Just as I was coming to my senses and realising that calling a fat kid fat isn’t, well, phat, I heard Faruk saying something over my shoulder. It seemed like Faruk and the fat kid already knew each other. The fat kid said something and then Faruk said something else. I can’t remember what. I was too dazed, surprised and all right, ashamed of myself. Then the fat kid spoke. ‘Fuck me, Faruk, you got some funny friends these days. This one’s got a bigger gob on him than me!’
And so, thanks to GD, I met Dennis Dalziel. Him and Faruk’d been close mates at juniors but they’d lost touch when they went to different upper schools, Diesel to Mafeking Street and Faruk to St Saviour’s. After that day at the record shop, Faruk and Diesel got all pally again and I found myself spending more time with Clive. Which was okay, because though it was now Faruk and Diesel and me and Clive, together we were The Four Horsemen of the Apocalypse, as we called ourselves when drunk – all except Faruk, of course. Now it only remains for me to tell you something about Clive and then I can introduce you, finally, to the heavenly Rosalind.
CHAPTER 3
Changing Man
‘It’s a f-f-flaming disgrace. Now there’s rolls of playground netting in the driveway. And lead flashing on the front lawn. I wonder which church roof that’s from? Somebody should f-f-flaming well report him to the council.’
My father, Charles Johnson, is peering through the small window at the top of the stairs at the side of the house, the only place from which he can get an unobstructed view of our neigh-bours’ garden, or what’s left of it.
‘You did report him, dear.’ That’s my mum, standing a few steps below him, watching him the way a sparrow might watch a hawk. ‘In fact,’ she ventures, ‘I think you’ve reported him a number of times.’
‘I have reported that man,’ Dad says, ‘on twenty-two occasions for sixteen f-f-flagrant violations of local statutes. Six reports concerning a repeated inf-f-fringem
ent of the same bylaw.’
‘Was that the one about storing work materials in your garden?’
‘That’s not a garden, that’s Coventry after the blitz,’ Dad says. ‘Look at it. It’s like living next door to a camp of f-f-flaming gypsies.’
‘I expect he’ll tidy it all up one day,’ Mum says. She’s looking at the world through her rose-tinted varifocals again; she has to, living with Dad. ‘Then he’ll probably want to have a garden just like yours, Charlie.’

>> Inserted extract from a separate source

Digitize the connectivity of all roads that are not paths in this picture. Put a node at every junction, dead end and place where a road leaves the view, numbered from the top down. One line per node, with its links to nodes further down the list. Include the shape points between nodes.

‘Charlie? Charlie?’ says Dad. ‘When in all these long years of our marriage have I ever encouraged you to call me Charlie? I hate Charlie. Charles, woman, the name is Charles.’

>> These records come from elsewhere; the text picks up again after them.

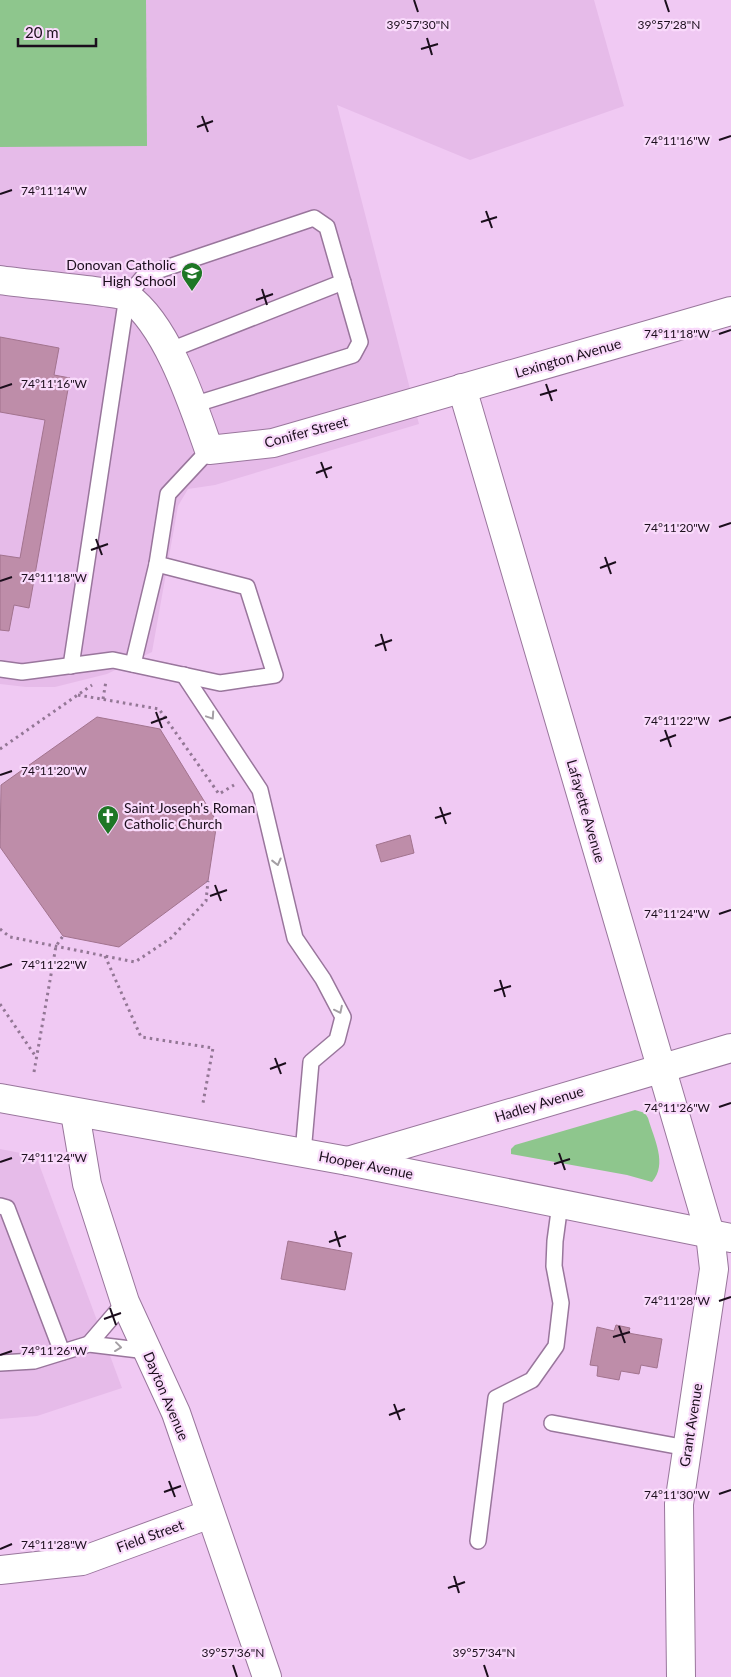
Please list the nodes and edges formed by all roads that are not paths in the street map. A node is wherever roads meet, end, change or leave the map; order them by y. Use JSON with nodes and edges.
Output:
{"nodes":[{"id":1,"x":0,"y":280,"type":"edge"},
{"id":2,"x":343,"y":282,"type":"junction"},
{"id":3,"x":127,"y":296,"type":"junction"},
{"id":4,"x":731,"y":311,"type":"edge"},
{"id":5,"x":168,"y":351,"type":"junction"},
{"id":6,"x":462,"y":388,"type":"junction"},
{"id":7,"x":193,"y":405,"type":"junction"},
{"id":8,"x":209,"y":450,"type":"junction"},
{"id":9,"x":157,"y":564,"type":"junction"},
{"id":10,"x":133,"y":664,"type":"junction"},
{"id":11,"x":71,"y":666,"type":"junction"},
{"id":12,"x":0,"y":669,"type":"edge"},
{"id":13,"x":184,"y":675,"type":"junction"},
{"id":14,"x":731,"y":1048,"type":"edge"},
{"id":15,"x":662,"y":1068,"type":"junction"},
{"id":16,"x":0,"y":1098,"type":"edge"},
{"id":17,"x":74,"y":1113,"type":"junction"},
{"id":18,"x":304,"y":1153,"type":"junction"},
{"id":19,"x":348,"y":1161,"type":"junction"},
{"id":20,"x":560,"y":1204,"type":"junction"},
{"id":21,"x":0,"y":1206,"type":"edge"},
{"id":22,"x":721,"y":1236,"type":"edge"},
{"id":23,"x":125,"y":1302,"type":"junction"},
{"id":24,"x":89,"y":1344,"type":"junction"},
{"id":25,"x":147,"y":1351,"type":"junction"},
{"id":26,"x":62,"y":1352,"type":"junction"},
{"id":27,"x":0,"y":1363,"type":"edge"},
{"id":28,"x":552,"y":1423,"type":"dead end"},
{"id":29,"x":687,"y":1448,"type":"junction"},
{"id":30,"x":210,"y":1514,"type":"junction"},
{"id":31,"x":478,"y":1541,"type":"dead end"},
{"id":32,"x":0,"y":1570,"type":"edge"},
{"id":33,"x":267,"y":1677,"type":"edge"},
{"id":34,"x":681,"y":1677,"type":"edge"}],
"edges":[{"from":1,"to":3,"type":"street"},
{"from":2,"to":3,"type":"lane"},
{"from":2,"to":5,"type":"lane"},
{"from":2,"to":7,"type":"lane"},
{"from":3,"to":5,"type":"street"},
{"from":3,"to":11,"type":"lane"},
{"from":4,"to":6,"type":"street","name":"Lexington Avenue"},
{"from":5,"to":7,"type":"street"},
{"from":6,"to":8,"type":"street","name":"Conifer Street"},
{"from":6,"to":15,"type":"street","name":"Lafayette Avenue"},
{"from":7,"to":8,"type":"street"},
{"from":8,"to":9,"type":"lane"},
{"from":9,"to":10,"type":"lane"},
{"from":9,"to":13,"type":"lane"},
{"from":10,"to":11,"type":"lane"},
{"from":10,"to":13,"type":"lane"},
{"from":11,"to":12,"type":"lane"},
{"from":13,"to":18,"type":"lane","one_way":true},
{"from":14,"to":15,"type":"street","name":"Hadley Avenue"},
{"from":15,"to":19,"type":"street","name":"Hadley Avenue"},
{"from":15,"to":22,"type":"street","name":"Lafayette Avenue"},
{"from":16,"to":17,"type":"street","name":"Hooper Avenue"},
{"from":17,"to":18,"type":"street","name":"Hooper Avenue"},
{"from":17,"to":23,"type":"street","name":"Dayton Avenue"},
{"from":18,"to":19,"type":"street","name":"Hooper Avenue"},
{"from":19,"to":20,"type":"street","name":"Hooper Avenue"},
{"from":20,"to":22,"type":"street","name":"Hooper Avenue"},
{"from":20,"to":31,"type":"lane"},
{"from":21,"to":26,"type":"lane"},
{"from":22,"to":29,"type":"street","name":"Grant Avenue"},
{"from":23,"to":24,"type":"lane"},
{"from":23,"to":25,"type":"street","name":"Dayton Avenue"},
{"from":24,"to":25,"type":"lane","one_way":true},
{"from":24,"to":26,"type":"lane"},
{"from":25,"to":30,"type":"street","name":"Dayton Avenue"},
{"from":26,"to":27,"type":"lane"},
{"from":28,"to":29,"type":"lane"},
{"from":29,"to":34,"type":"street","name":"Grant Avenue"},
{"from":30,"to":32,"type":"street","name":"Field Street"},
{"from":30,"to":33,"type":"street","name":"Dayton Avenue"}]}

Mum shuts up, Dad goes on complaining. I’m waiting to go downstairs so I can pop up town and investigate this new Chinese remedies shop on the high street but I can’t because Dad is there on the bit of landing where the stair turns, standing on a short set of steps so he can see out of the unfrosted top half of the window. I’m dealing with the idea of Clive’s dad having a garden like ours, where the lawn edges have been trimmed with the rigour of a military barber and every line is ruler-straight. There’s not a single weed in Dad’s flowerbeds and he must have used a spirit level to trim the hedge tops.